* **Problem to solve**
Return only those lines of the records below in which "them" appears.

* **Material provided**
::::
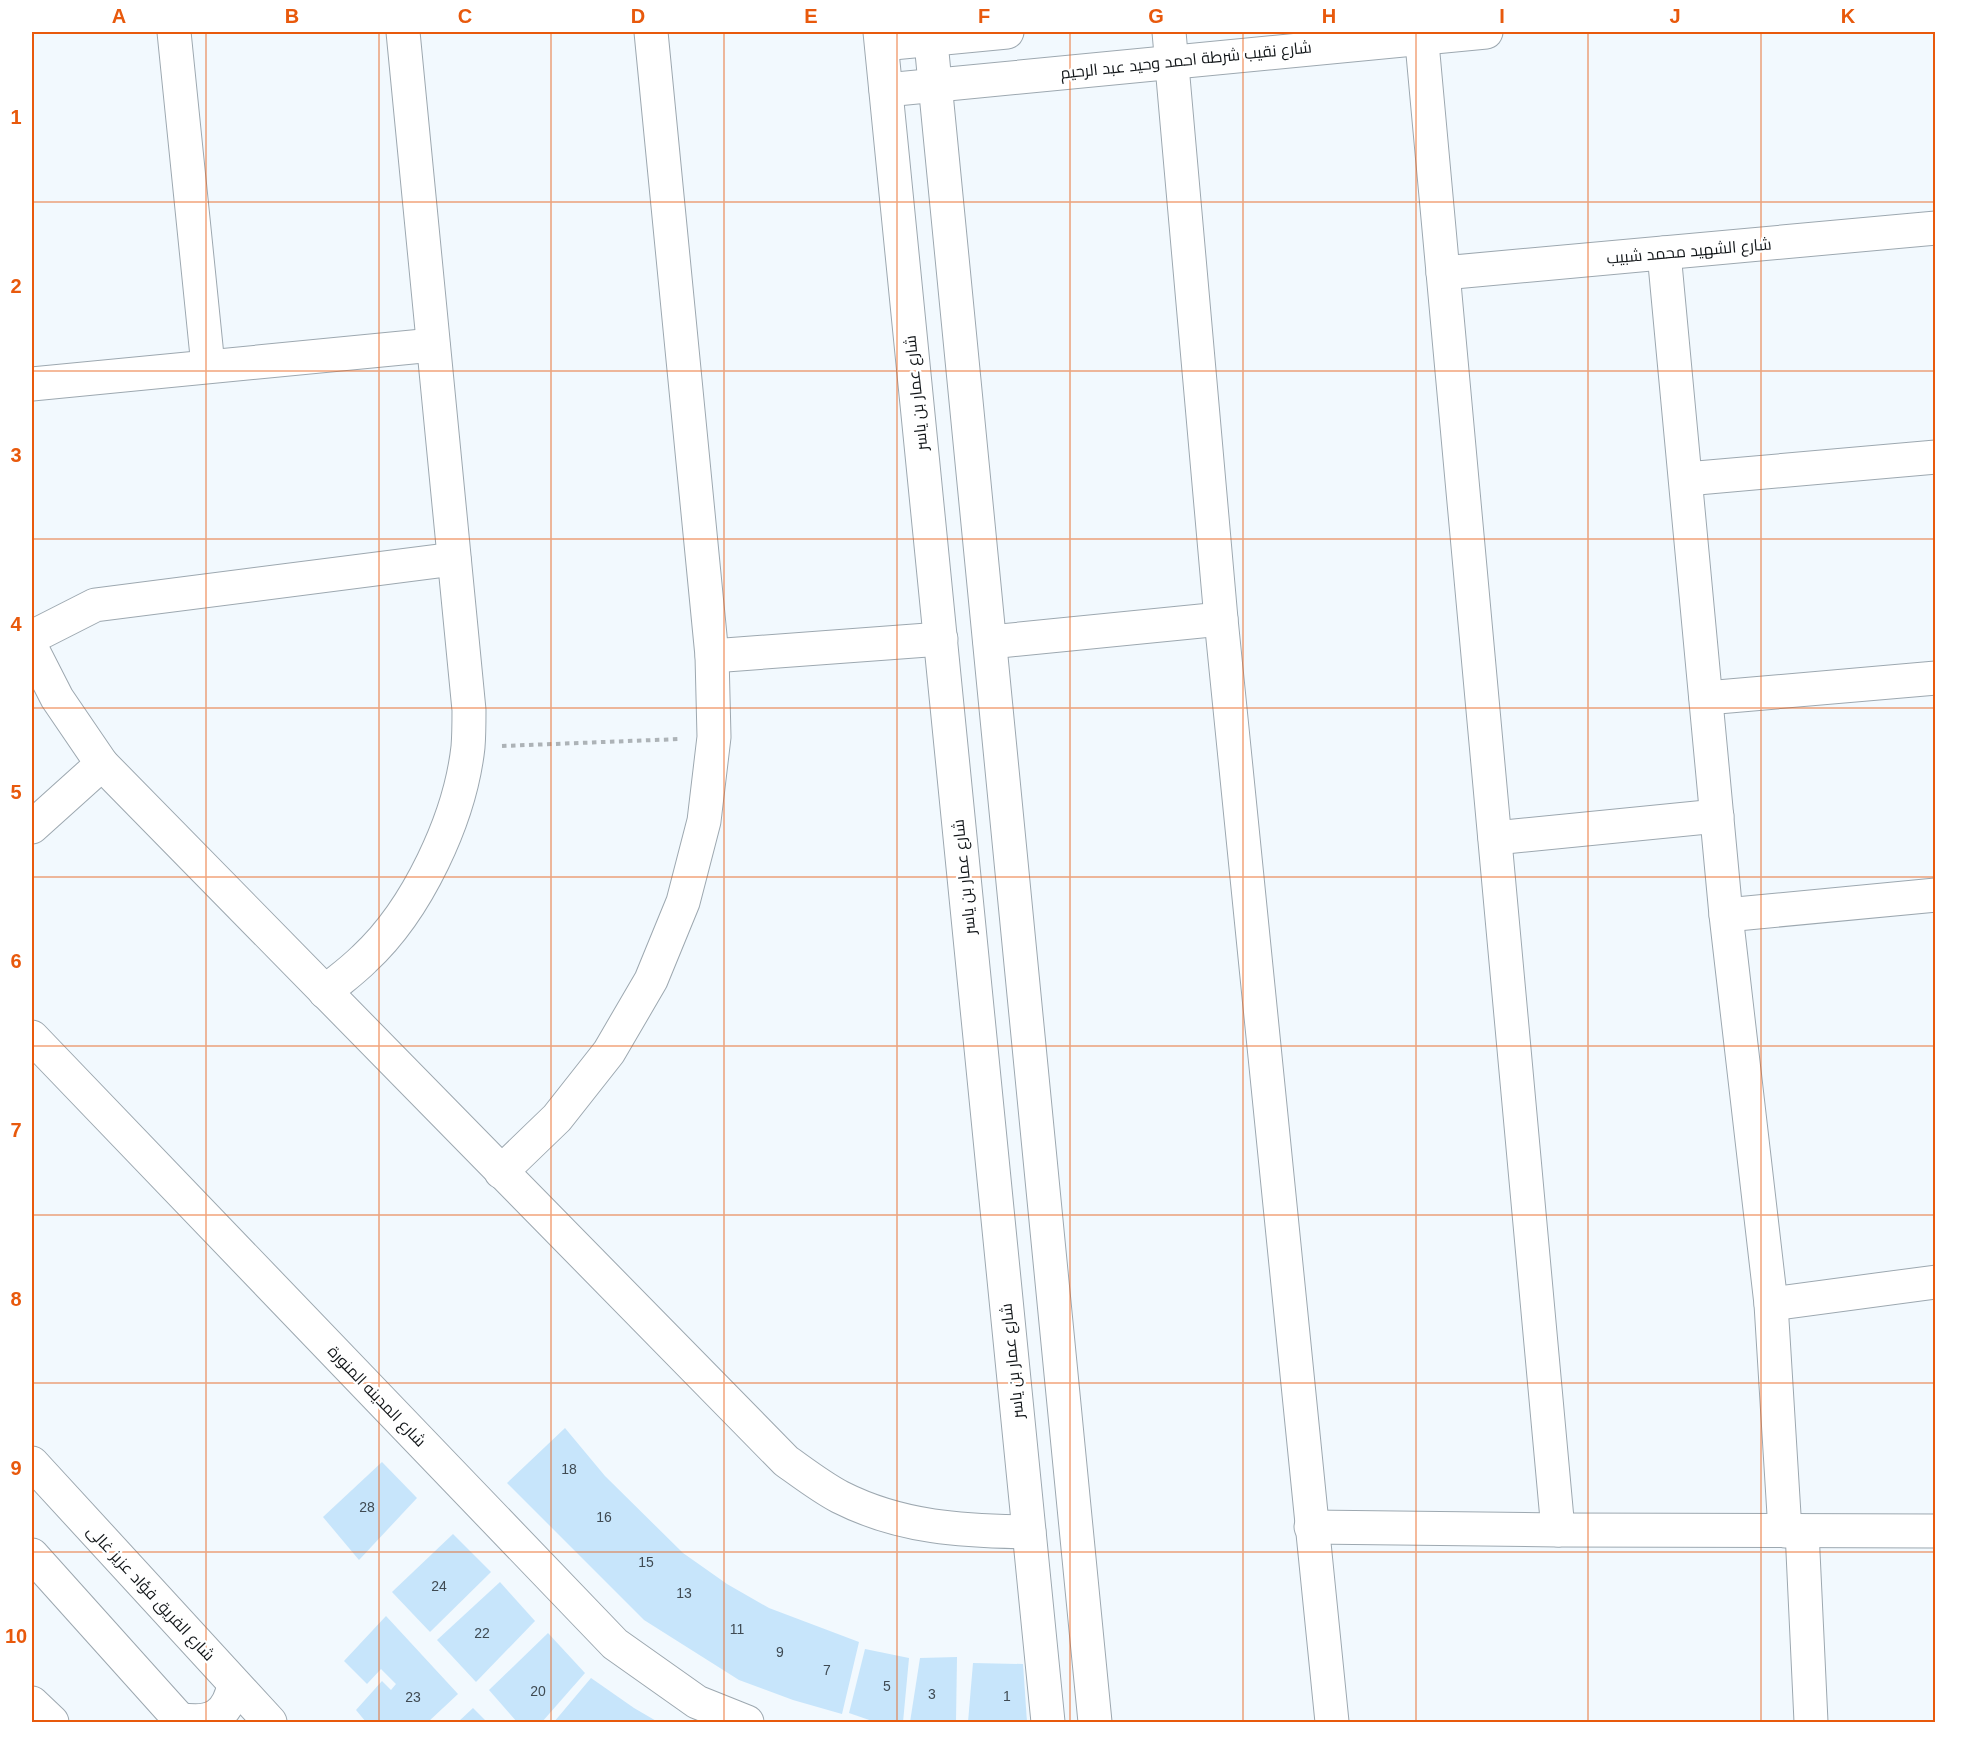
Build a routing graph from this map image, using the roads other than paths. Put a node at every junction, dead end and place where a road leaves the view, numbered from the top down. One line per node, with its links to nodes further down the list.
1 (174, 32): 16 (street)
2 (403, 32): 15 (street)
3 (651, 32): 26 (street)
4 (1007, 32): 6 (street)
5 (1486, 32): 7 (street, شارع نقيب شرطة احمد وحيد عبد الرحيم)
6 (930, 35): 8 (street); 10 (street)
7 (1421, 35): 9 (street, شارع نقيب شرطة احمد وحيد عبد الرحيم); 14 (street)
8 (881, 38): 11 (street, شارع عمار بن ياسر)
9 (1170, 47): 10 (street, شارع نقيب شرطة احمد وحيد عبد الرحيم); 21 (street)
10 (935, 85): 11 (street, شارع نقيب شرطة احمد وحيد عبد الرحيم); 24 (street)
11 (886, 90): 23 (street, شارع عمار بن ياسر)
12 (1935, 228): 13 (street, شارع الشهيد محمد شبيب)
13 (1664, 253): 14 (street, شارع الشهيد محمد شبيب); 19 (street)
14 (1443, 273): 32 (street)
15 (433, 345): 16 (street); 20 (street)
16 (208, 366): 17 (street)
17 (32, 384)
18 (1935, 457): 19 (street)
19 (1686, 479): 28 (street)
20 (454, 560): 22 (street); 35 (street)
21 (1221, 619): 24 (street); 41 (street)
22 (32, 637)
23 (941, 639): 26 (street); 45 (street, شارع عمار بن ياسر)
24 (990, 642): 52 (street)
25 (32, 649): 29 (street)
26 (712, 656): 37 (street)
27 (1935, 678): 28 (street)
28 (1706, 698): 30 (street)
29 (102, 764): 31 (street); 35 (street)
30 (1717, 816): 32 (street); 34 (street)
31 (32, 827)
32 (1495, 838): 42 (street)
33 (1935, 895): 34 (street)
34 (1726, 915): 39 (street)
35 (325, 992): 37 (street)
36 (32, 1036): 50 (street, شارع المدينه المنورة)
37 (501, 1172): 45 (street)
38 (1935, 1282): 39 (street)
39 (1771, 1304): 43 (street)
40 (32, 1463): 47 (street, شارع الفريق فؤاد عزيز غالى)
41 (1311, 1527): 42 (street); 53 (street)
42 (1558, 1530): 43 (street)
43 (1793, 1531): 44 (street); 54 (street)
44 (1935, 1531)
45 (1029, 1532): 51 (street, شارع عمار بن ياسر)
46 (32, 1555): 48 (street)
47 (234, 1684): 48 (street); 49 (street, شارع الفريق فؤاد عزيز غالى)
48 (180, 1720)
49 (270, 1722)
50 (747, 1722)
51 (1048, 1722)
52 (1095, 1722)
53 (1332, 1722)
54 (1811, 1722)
::::
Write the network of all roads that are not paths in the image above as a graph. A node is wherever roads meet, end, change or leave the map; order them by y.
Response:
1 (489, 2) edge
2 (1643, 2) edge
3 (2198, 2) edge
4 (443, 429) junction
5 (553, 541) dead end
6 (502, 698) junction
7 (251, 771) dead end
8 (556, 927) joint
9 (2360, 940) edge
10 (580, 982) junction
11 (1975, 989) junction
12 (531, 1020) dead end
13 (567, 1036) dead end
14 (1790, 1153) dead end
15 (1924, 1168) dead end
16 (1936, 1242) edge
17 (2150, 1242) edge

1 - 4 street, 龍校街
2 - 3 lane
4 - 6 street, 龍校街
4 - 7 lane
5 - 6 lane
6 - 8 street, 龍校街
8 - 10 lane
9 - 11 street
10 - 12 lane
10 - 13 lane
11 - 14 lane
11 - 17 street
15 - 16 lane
::::
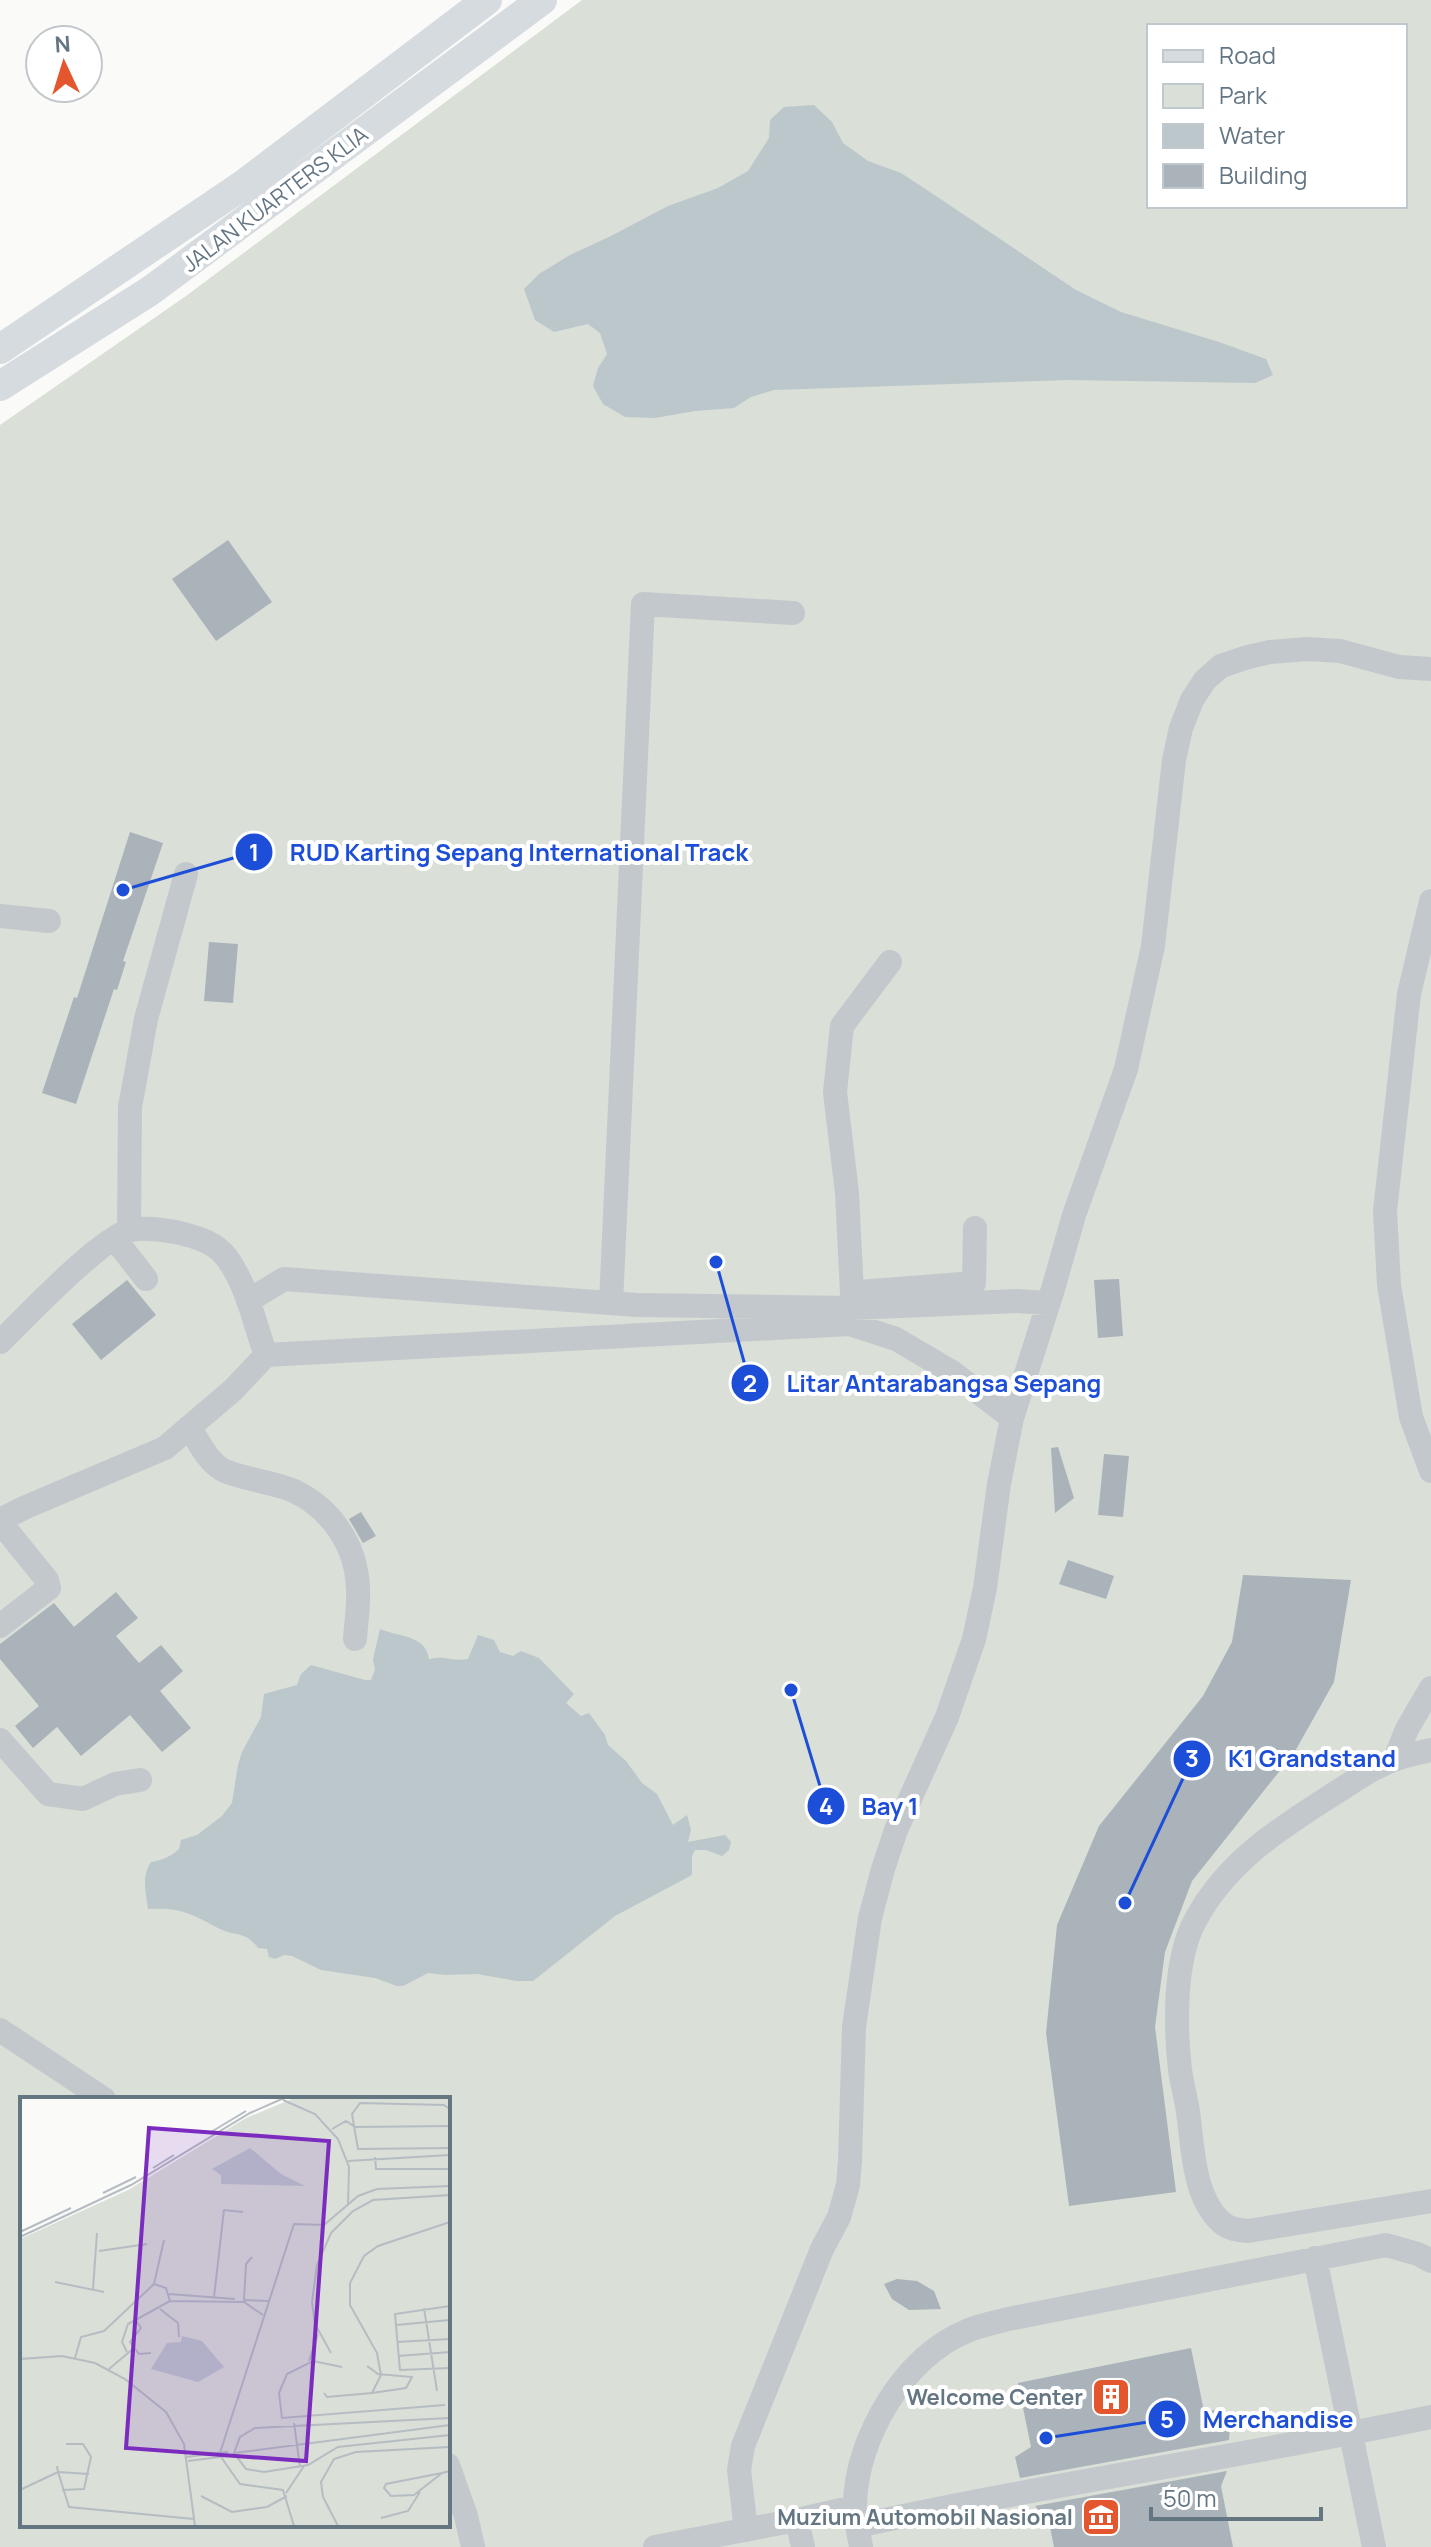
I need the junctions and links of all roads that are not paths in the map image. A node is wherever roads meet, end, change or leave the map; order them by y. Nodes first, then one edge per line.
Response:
::::
* **Written answer**
Write the network of all roads that are not paths in the image above as a graph. A node is wherever roads meet, end, change or leave the map; order them by y.
I need the junctions and links of all roads that are not paths in the map image. A node is wherever roads meet, end, change or leave the map; order them by y. Nodes first, then one edge per line.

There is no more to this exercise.